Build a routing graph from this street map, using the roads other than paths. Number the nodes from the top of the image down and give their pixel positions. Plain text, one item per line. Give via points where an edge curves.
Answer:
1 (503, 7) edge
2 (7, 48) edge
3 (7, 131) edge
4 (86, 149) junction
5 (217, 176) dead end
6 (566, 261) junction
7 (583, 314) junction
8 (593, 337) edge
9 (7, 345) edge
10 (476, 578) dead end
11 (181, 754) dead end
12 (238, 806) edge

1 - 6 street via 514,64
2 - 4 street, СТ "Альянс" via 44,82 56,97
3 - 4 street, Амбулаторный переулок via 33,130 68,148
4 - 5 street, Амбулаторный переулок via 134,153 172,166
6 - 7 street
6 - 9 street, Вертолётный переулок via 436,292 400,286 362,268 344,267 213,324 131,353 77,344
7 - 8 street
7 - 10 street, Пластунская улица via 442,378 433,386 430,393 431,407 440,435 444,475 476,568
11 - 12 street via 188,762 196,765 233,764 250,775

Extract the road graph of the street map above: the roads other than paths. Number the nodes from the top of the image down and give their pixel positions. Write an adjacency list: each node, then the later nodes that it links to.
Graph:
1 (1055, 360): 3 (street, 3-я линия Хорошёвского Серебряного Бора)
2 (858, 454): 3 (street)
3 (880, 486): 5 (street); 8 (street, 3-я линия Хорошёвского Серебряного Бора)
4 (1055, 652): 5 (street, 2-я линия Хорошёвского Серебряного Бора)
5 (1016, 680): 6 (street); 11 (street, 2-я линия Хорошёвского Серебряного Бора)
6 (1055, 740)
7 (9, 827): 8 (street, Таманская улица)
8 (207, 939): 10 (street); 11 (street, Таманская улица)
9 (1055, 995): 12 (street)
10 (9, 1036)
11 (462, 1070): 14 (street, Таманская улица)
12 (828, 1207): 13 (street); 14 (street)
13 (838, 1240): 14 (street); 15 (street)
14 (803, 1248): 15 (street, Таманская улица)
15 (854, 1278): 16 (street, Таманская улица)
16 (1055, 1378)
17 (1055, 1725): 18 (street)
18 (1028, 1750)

§

Exercise objective: In the records, which lines use the word "other"? Report them.

Task answer:
Build a routing graph from this street map, using the roads other than paths. Number the nodes from the top of the image down and give their pixel positions. Plain text, one item per line. Give via points where an edge curves.
Extract the road graph of the street map above: the roads other than paths. Number the nodes from the top of the image down and give their pixel positions. Write an adjacency list: each node, then the later nodes that it links to.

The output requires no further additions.